Scan the entries for the word "Timur" and return every line that has it.

### [Input material]

+-------+

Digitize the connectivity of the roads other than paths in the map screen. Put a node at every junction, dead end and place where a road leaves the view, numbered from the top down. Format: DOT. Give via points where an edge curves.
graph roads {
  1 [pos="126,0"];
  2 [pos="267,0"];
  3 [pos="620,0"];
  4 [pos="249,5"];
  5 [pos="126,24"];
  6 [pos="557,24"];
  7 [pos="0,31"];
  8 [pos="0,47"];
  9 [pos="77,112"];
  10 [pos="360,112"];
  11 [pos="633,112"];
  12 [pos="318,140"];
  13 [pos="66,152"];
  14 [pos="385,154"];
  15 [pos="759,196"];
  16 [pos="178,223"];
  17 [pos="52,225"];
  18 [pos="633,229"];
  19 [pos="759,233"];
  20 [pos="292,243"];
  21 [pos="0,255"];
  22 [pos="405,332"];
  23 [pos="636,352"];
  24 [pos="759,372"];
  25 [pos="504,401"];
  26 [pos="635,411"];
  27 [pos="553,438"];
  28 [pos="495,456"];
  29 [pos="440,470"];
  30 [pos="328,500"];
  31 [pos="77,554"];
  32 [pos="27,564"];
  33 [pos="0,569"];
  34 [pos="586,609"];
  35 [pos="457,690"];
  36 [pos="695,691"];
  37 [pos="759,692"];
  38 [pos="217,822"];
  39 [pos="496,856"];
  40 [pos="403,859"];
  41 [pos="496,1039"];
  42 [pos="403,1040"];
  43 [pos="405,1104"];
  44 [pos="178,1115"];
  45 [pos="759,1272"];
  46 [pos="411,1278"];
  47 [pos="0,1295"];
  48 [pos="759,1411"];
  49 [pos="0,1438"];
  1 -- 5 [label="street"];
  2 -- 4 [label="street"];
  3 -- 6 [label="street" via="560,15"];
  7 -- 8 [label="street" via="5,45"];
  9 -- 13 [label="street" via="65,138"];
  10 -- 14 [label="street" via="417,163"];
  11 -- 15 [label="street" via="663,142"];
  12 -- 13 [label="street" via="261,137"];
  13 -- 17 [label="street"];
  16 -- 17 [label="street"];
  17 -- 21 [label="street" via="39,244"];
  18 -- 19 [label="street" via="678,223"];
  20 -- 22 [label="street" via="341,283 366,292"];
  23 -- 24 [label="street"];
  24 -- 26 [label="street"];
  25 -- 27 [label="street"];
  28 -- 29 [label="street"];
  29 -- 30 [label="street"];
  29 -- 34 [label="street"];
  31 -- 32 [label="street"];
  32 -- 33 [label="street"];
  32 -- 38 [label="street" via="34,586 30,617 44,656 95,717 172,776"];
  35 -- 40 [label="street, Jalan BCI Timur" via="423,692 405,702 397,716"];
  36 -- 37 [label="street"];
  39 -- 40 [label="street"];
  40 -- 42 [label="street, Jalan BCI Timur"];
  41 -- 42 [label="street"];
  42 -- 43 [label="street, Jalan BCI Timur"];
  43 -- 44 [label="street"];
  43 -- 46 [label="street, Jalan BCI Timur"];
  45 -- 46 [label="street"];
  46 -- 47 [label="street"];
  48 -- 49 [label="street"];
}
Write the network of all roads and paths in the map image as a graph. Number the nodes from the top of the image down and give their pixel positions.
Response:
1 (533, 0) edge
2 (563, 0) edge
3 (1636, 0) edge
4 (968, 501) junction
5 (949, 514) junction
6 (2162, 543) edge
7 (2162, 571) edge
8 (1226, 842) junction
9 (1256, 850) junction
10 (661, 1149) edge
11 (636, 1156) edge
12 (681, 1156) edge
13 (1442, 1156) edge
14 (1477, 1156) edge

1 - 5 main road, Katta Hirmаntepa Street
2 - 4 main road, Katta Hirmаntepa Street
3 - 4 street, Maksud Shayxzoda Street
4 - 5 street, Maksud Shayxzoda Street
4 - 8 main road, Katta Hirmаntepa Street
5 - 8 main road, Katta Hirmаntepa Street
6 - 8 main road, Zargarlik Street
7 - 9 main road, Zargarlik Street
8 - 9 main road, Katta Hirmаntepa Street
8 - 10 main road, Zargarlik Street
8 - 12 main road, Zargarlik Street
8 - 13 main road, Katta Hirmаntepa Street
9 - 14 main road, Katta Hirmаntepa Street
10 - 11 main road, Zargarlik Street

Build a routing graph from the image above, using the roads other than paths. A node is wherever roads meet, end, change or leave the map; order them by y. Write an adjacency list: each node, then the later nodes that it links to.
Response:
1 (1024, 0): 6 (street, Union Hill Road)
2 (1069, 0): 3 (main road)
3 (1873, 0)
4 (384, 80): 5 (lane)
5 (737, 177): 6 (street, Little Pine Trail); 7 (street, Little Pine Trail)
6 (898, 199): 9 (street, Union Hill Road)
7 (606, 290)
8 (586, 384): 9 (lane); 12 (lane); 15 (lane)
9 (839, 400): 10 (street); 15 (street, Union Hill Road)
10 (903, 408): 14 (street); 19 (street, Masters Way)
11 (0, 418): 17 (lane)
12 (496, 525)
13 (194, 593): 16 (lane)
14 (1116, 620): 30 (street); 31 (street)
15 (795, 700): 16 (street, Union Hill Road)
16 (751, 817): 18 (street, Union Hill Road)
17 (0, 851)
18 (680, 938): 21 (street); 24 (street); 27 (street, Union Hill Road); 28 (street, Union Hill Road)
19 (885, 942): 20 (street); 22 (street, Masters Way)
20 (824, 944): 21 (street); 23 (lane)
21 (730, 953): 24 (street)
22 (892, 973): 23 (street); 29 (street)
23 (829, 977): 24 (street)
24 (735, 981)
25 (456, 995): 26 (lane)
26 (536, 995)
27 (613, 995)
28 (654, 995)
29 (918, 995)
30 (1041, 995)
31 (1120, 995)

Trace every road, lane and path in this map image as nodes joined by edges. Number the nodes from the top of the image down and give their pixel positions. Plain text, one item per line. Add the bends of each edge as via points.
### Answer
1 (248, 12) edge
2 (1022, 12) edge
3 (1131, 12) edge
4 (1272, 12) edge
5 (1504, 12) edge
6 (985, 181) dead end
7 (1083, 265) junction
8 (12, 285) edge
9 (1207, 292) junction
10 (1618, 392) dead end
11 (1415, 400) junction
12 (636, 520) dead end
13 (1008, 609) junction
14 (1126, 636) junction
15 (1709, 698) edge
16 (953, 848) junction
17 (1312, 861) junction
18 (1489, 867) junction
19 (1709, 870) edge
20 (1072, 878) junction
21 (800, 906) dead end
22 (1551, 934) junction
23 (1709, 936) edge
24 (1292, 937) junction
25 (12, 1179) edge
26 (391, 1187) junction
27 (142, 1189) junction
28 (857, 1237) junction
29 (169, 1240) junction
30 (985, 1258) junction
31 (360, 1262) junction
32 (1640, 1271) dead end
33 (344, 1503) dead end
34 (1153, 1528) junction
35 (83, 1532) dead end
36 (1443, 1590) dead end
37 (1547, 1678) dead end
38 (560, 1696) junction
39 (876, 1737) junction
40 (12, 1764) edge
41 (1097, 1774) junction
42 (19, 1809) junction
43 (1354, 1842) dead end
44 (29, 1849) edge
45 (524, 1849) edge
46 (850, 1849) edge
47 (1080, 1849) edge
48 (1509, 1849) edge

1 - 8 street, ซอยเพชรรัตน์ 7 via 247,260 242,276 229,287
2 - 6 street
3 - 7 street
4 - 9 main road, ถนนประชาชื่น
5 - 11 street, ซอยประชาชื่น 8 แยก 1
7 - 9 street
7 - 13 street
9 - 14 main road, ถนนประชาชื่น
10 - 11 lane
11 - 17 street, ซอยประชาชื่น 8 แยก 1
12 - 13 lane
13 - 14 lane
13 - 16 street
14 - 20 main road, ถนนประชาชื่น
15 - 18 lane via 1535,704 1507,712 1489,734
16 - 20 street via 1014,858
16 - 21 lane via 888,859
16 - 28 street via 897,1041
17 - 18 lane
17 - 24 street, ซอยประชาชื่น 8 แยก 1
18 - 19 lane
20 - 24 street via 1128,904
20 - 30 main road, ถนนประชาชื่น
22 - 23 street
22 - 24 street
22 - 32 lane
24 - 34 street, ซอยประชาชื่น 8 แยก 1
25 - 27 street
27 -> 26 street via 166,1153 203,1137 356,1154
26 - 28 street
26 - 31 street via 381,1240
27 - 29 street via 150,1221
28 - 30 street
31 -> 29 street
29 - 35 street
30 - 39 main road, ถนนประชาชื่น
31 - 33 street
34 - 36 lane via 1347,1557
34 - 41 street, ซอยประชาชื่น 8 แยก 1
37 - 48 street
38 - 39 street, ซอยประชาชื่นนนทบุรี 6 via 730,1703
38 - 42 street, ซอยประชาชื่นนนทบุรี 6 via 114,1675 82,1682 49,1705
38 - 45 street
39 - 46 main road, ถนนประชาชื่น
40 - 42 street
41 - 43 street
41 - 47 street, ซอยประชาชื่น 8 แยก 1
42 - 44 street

+-------+

### [Answer]
  35 -- 40 [label="street, Jalan BCI Timur" via="423,692 405,702 397,716"];
  40 -- 42 [label="street, Jalan BCI Timur"];
  42 -- 43 [label="street, Jalan BCI Timur"];
  43 -- 46 [label="street, Jalan BCI Timur"];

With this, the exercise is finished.